Coalition for Transportation Choices to host forum on making transit work for more Rhode Islanders.

From Grow Smart RI:


Transit forum will examine lessons learned in Denver, Minneapolis and Hartford as local officials explore how to make transit work for more Rhode Islanders

Nearly 80% of Rhode Island’s population lives within a 10-minute walk of a transit stop. Still, only about 2.7% of the state’s population uses transit regularly. It’s something of a “chicken or egg” conundrum since service must first be robust, convenient and frequent enough to attract would-be riders.

In collaboration with the Coalition for Transportation Choices (CTC), Grow Smart RI is helping to present NEXT STOP: Making Transit Work for Rhode Island, a forum for business, civic and political leaders – together with transit riders – on Tuesday, December 1, 2015, 8:30-11:30 a.m. at the Rhode Island Convention Center.

Featured speakers will include those involved in advancing popular transit services in Minneapolis, Denver and Hartford.
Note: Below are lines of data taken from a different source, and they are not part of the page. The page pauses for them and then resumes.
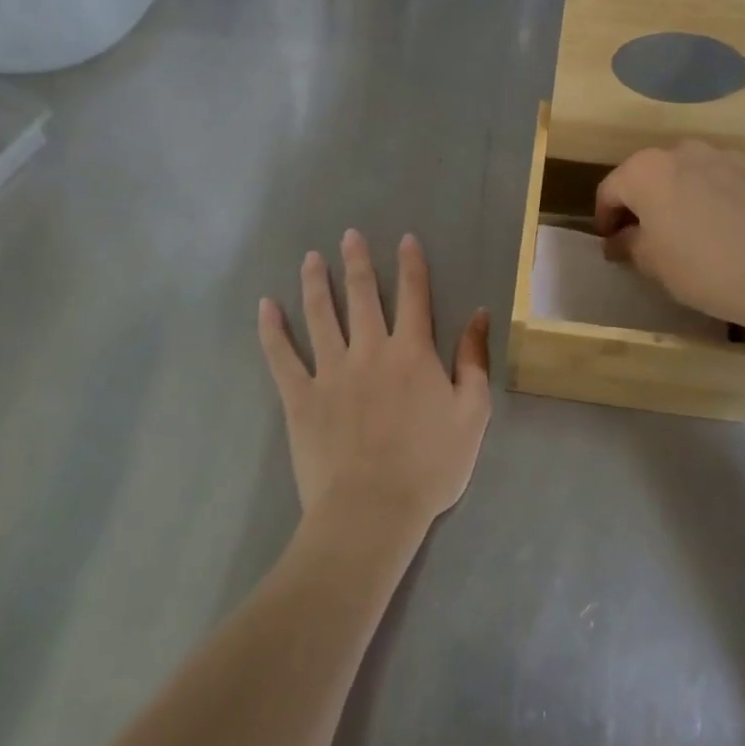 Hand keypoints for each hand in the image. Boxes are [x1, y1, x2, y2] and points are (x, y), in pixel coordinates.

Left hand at [258, 230, 491, 536]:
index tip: (405, 239)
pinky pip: (282, 357)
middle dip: (357, 262)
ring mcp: (331, 372)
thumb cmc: (430, 466)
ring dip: (316, 283)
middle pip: (362, 296)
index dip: (411, 265)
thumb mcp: (473, 413)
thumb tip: (479, 315)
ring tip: (311, 258)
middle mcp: (370, 350)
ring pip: (321, 316)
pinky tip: (265, 306)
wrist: (373, 510)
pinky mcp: (300, 398)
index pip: (414, 297)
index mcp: (412, 353)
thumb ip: (474, 360)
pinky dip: (272, 330)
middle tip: (349, 235)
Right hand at [595, 140, 744, 331]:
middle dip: (645, 202)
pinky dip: (721, 197)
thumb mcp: (651, 263)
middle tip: (649, 235)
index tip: (611, 242)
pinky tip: (731, 228)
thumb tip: (618, 240)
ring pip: (692, 173)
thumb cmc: (700, 267)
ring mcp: (726, 155)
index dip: (605, 218)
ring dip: (684, 195)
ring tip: (694, 229)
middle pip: (651, 175)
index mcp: (646, 170)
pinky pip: (728, 181)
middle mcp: (682, 151)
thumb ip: (627, 244)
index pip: (610, 190) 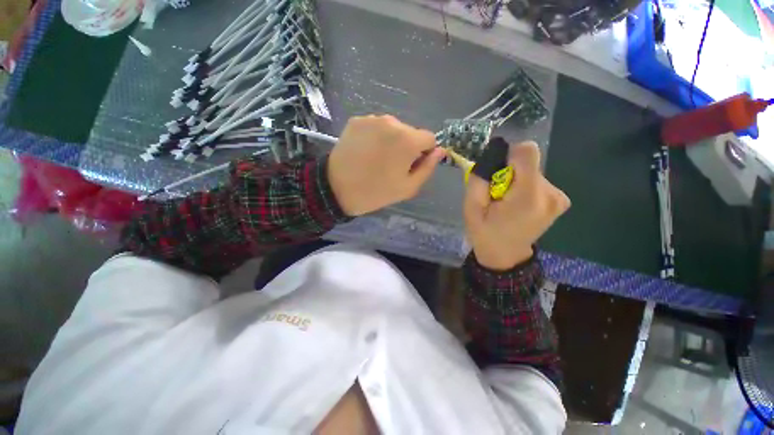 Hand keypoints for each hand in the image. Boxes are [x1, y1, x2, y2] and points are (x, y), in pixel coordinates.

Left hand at [328, 115, 445, 215]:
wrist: (336, 189)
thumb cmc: (376, 192)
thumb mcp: (408, 187)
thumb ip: (428, 167)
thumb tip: (440, 151)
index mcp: (408, 139)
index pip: (429, 138)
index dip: (424, 153)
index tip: (412, 165)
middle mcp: (392, 122)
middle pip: (410, 132)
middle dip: (407, 147)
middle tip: (392, 166)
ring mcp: (372, 119)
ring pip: (393, 129)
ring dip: (390, 141)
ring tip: (376, 159)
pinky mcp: (357, 120)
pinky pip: (375, 127)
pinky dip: (375, 137)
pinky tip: (365, 151)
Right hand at [464, 141, 569, 270]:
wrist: (505, 255)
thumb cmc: (485, 233)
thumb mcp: (471, 208)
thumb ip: (478, 180)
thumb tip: (490, 156)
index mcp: (527, 197)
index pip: (528, 152)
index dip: (509, 155)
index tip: (497, 172)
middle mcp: (551, 194)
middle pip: (528, 163)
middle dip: (509, 173)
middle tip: (497, 194)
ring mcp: (559, 198)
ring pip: (533, 171)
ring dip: (517, 181)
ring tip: (506, 202)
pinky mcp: (561, 199)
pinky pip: (539, 180)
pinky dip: (525, 187)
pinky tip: (518, 204)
A local leaders panel will then examine the challenges and opportunities for making transit work for more Rhode Islanders, saving time and money for commuters, while contributing to the revitalization of urban and town centers and reducing congestion and greenhouse gas emissions.

Concepts and priorities discussed will help to inform a detailed 10-year proposal for transforming our state’s transit system a catalyst for sustainable economic growth.